Copy every line that holds the string "roads" from the data below.
─── Data listing ───
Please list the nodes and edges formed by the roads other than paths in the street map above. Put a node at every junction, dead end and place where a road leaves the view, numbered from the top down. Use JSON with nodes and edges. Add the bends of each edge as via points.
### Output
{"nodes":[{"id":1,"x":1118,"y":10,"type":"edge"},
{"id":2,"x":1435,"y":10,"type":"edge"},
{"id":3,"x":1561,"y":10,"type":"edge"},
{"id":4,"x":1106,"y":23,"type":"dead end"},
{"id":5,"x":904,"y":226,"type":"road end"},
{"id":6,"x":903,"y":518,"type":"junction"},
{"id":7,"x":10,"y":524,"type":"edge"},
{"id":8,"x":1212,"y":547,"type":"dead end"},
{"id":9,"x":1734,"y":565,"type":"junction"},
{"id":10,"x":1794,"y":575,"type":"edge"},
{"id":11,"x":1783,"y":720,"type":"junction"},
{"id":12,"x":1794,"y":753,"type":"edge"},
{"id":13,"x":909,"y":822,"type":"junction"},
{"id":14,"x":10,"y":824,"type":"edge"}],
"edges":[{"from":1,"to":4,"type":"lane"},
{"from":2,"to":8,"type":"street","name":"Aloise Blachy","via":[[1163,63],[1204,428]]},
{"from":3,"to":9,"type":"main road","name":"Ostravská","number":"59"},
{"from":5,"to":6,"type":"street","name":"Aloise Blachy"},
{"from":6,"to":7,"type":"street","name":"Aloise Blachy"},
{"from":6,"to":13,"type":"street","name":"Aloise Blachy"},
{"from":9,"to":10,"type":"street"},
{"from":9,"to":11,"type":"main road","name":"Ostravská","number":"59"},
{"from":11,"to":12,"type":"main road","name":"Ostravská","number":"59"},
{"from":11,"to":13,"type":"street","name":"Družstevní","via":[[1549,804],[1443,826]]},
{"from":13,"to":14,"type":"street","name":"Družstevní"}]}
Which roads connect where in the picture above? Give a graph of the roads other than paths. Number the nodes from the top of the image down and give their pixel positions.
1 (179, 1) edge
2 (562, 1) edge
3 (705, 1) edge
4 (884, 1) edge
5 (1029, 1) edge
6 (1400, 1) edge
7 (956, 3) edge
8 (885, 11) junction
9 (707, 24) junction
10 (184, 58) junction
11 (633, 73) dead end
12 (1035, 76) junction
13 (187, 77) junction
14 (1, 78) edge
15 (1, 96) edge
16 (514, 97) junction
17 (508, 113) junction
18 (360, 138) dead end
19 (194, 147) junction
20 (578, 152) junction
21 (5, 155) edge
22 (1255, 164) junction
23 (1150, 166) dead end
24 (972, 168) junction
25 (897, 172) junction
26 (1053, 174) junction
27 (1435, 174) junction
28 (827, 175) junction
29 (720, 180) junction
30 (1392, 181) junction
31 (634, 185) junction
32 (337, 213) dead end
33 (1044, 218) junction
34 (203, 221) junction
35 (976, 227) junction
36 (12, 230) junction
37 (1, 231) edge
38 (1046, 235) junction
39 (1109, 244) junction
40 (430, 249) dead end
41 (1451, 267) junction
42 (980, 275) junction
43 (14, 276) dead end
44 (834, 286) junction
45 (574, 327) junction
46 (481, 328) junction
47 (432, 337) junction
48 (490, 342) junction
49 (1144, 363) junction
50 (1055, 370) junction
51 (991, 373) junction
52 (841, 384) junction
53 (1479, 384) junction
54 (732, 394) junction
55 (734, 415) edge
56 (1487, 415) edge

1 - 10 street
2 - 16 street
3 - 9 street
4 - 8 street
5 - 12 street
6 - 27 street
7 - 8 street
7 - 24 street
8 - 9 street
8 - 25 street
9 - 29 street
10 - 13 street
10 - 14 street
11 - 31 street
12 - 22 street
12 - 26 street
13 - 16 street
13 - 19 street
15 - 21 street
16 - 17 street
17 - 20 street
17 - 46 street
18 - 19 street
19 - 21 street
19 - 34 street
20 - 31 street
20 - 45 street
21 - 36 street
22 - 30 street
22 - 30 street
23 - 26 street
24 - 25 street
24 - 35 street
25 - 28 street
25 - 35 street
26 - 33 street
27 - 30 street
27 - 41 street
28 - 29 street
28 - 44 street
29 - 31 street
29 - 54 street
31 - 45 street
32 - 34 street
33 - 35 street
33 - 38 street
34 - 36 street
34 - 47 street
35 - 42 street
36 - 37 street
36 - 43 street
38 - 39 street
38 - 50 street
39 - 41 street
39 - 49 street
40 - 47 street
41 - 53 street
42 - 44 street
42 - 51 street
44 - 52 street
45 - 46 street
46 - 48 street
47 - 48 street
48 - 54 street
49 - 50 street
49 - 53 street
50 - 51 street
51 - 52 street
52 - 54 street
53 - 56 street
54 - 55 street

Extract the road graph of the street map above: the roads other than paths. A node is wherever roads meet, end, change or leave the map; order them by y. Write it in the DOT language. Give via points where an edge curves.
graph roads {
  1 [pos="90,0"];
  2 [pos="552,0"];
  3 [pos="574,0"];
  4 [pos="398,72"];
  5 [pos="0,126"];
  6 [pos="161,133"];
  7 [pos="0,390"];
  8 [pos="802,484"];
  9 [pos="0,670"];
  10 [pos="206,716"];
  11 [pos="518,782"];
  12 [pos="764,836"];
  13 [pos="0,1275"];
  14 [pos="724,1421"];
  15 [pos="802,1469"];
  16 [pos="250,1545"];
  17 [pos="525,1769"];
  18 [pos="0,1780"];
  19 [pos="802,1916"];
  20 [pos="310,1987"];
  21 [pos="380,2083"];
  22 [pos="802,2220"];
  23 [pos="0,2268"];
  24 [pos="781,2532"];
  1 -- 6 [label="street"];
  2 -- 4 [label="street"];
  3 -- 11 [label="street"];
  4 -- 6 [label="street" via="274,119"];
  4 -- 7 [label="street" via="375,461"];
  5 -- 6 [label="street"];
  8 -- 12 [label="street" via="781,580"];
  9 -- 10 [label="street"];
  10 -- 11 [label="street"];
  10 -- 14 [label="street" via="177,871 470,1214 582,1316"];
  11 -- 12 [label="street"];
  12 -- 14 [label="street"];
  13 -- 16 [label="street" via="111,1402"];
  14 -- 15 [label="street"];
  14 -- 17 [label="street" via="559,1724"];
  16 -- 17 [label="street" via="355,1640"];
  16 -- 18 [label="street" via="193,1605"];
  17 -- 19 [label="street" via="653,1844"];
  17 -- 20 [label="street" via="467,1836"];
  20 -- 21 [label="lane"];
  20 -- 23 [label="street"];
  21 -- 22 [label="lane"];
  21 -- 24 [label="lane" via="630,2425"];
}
───
> **Answer below**:
Please list the nodes and edges formed by the roads other than paths in the street map above. Put a node at every junction, dead end and place where a road leaves the view, numbered from the top down. Use JSON with nodes and edges. Add the bends of each edge as via points.
Which roads connect where in the picture above? Give a graph of the roads other than paths. Number the nodes from the top of the image down and give their pixel positions.
Extract the road graph of the street map above: the roads other than paths. A node is wherever roads meet, end, change or leave the map; order them by y. Write it in the DOT language. Give via points where an edge curves.
graph roads {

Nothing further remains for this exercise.